[06:49:56] <dcausse>	 sigh completely overlooked that we still have indices with old lucene versions... will file a task...
[06:51:34] <dcausse>	 we can probably keep the ones with version 7.x?
[06:52:06] <dcausse>	 sigh I see ttmserver in the list...
[08:33:18] <dcausse>	 filed T423993
[08:33:19] <stashbot>	 T423993: Upgrade old indices CirrusSearch opensearch cluster - https://phabricator.wikimedia.org/T423993
[09:33:31] <dcausse>	 errand+lunch
[12:39:10] <dcausse>	 cirrus is still checking for an opensearch version at 1.3.x
[12:39:41] <dcausse>	 translatewiki.net still runs elasticsearch 7.10.2
[12:40:12] <dcausse>	 pinged the LPL team about this
[12:42:52] <dcausse>	 wondering if we should have the beta cluster tested under 2.19 before moving forward with the prod clusters
[13:19:19] <inflatador>	 <o/
[13:22:19] <ebernhardson>	 \o
[13:23:01] <ebernhardson>	 we need to run a reindex for commons anyways, maybe just recreate everything
[13:23:11] * ebernhardson forgets if thats even an option in the automation, probably :P
[13:23:46] <dcausse>	 o/
[13:24:22] <dcausse>	 translate is a bit more annoying since it does not use aliases and will result in a downtime
[13:24:39] <ebernhardson>	 ahh, .ltrstore is going to be similar in prod IIUC :S
[13:24:54] <ebernhardson>	 brian and i pondered if we have to shuffle traffic with dns-discovery while recreating those
[13:24:57] <dcausse>	 wondering if we can go single DC to do all the annoying changes more safely
[13:25:02] <dcausse>	 yes
[13:26:04] <dcausse>	 another difficulty is that we have to decide what to do with elastic 7.10.2 support, if we explicitly drop that support we have to wait for translatewiki.net to switch to opensearch 1.3 (they're still on elastic)
[13:26:40] <ebernhardson>	 oh, hmm.  So far i think it's plausible, but plausible and a good idea are not the same :P
[13:26:47] <ebernhardson>	 (supporting 7, 1, and 2)
[13:27:10] <dcausse>	 yes, not great... likely that we'll break elastic at some point :/
[13:56:04] <dcausse>	 regarding cirrus meta store, I'd be tempted to drop most of it, I don't think the versions is something we care much about, it's only sanitizer state that might still be useful for third-parties (but I doubt anyone has setup something similar)
[13:57:23] <dcausse>	 for the analysis versions if actually required it could be fed directly in the index via the _meta field (https://docs.opensearch.org/latest/mappings/metadata-fields/index/)
[13:57:47] <dcausse>	 I used this to store some state for the knn index in dse-k8s
[13:59:54] <ebernhardson>	 yea i was wondering a little myself yesterday, what exactly does the metastore do?
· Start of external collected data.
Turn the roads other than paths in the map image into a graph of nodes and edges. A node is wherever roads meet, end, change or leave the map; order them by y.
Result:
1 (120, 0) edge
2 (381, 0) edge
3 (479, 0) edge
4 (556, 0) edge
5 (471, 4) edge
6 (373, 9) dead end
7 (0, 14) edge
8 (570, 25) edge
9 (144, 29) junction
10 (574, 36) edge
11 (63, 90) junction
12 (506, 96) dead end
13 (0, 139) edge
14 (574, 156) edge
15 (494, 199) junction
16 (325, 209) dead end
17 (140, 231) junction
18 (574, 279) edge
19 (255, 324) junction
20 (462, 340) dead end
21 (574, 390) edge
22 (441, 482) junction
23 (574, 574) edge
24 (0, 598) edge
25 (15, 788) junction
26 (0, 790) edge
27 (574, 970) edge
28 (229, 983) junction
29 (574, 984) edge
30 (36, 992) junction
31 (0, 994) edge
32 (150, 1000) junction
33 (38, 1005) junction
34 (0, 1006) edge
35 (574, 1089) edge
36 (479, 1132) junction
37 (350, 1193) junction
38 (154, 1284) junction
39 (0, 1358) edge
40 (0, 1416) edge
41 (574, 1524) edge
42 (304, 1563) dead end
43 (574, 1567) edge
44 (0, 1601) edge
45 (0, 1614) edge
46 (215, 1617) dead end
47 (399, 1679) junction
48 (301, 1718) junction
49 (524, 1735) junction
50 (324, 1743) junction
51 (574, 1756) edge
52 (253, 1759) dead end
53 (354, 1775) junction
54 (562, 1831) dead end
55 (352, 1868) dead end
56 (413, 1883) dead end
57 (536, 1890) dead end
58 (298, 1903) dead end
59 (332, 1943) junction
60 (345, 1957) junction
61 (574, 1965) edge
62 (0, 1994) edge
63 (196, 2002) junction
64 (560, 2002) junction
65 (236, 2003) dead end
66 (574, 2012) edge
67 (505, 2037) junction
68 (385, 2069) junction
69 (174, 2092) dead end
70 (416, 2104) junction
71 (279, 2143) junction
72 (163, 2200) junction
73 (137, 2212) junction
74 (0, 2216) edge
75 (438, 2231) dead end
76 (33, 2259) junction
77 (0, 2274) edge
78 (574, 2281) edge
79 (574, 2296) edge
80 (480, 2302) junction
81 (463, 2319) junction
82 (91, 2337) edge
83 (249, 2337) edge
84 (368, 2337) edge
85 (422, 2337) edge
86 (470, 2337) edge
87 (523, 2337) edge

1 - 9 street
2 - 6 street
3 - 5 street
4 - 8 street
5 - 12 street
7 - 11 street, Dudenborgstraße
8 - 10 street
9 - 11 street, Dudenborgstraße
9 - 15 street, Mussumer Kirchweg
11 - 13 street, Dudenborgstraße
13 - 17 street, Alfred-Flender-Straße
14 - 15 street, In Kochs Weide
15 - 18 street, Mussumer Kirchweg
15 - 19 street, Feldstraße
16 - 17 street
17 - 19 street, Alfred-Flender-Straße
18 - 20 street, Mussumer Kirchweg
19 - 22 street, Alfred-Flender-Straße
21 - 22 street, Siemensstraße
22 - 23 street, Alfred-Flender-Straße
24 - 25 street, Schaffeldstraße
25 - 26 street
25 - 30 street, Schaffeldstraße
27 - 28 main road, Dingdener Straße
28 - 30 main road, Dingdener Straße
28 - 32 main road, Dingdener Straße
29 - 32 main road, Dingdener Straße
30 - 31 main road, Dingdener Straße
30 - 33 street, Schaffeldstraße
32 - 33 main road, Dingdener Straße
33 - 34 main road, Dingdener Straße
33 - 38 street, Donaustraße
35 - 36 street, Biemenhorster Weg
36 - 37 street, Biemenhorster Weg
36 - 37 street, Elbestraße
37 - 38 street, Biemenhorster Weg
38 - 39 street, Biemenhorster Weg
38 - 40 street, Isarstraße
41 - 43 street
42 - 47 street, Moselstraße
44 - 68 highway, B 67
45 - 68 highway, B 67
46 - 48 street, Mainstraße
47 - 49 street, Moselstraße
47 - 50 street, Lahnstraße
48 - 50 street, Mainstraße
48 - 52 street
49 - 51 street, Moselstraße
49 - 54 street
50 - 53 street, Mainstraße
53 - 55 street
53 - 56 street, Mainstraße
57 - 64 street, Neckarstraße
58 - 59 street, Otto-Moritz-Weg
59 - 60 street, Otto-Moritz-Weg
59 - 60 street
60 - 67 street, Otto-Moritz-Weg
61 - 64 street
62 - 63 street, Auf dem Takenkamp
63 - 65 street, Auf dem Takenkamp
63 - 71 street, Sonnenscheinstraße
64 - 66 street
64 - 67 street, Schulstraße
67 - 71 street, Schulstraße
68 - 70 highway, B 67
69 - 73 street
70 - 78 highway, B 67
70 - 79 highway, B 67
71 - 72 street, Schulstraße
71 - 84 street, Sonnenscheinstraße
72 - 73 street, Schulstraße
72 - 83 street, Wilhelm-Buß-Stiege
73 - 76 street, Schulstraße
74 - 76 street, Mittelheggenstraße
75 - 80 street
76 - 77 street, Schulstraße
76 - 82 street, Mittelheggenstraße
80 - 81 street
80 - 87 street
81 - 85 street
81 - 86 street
I feel like it's not really necessary to know when to run index upgrades 
[14:00:56] <ebernhardson>	 versioning doesn't seem that useful, namespace store is now unused, finally the saneitizer state.  Not sure what to do with the final one
[14:01:20] <ebernhardson>	 although we dont use that method, and i doubt other people run the saneitizer
[14:01:29] <dcausse>	 I mean we could keep it but it'll just be boostrapped in case it's used, which for us might mean never
[14:02:04] <dcausse>	 fair enough, we could ponder dropping the php saneitizer altogether
[14:02:43] <ebernhardson>	 Maybe just remove the automation loop, but keep the ability to check specific id's or namespaces orwhatever in-proecess
[14:02:58] <ebernhardson>	 i think the metastore is only needed for the automation loop part
[14:03:24] <ebernhardson>	 i'm trying to remember, i have a feeling (but not 100% sure) we've told people to run the saneitizer to fix something before
[14:06:43] <dcausse>	 the sanitizer has two modes, a standalone maint script that should not use the meta store and the continuous one that uses the meta store to keep the loop state
[14:07:25] <dcausse>	 +1 to drop the continuous mode
[14:09:21] <ebernhardson>	 +1
[14:11:17] <dcausse>	 files T424030 to take a decision regarding elasticearch 7.10.2
[14:11:18] <stashbot>	 T424030: Decide if CirrusSearch should still support elastic 7.10.2 in MW 1.46 - https://phabricator.wikimedia.org/T424030
[14:13:39] <ebernhardson>	 thanks
[14:16:02] <dcausse>	 and the metastore one: T424035
[14:16:02] <stashbot>	 T424035: Drop the CirrusSearch metastore - https://phabricator.wikimedia.org/T424035
[14:22:46] <inflatador>	 I can look into beta cluster. We just need a way to do host-specific hiera overrides, I think that is controlled in the Openstack web UI or something
[14:27:36] <dcausse>	 inflatador: thanks, I'll do a re-index of everything in the beta cluster
[14:27:59] <dcausse>	 the .tasks index gets auto-created? is it safe to just delete it?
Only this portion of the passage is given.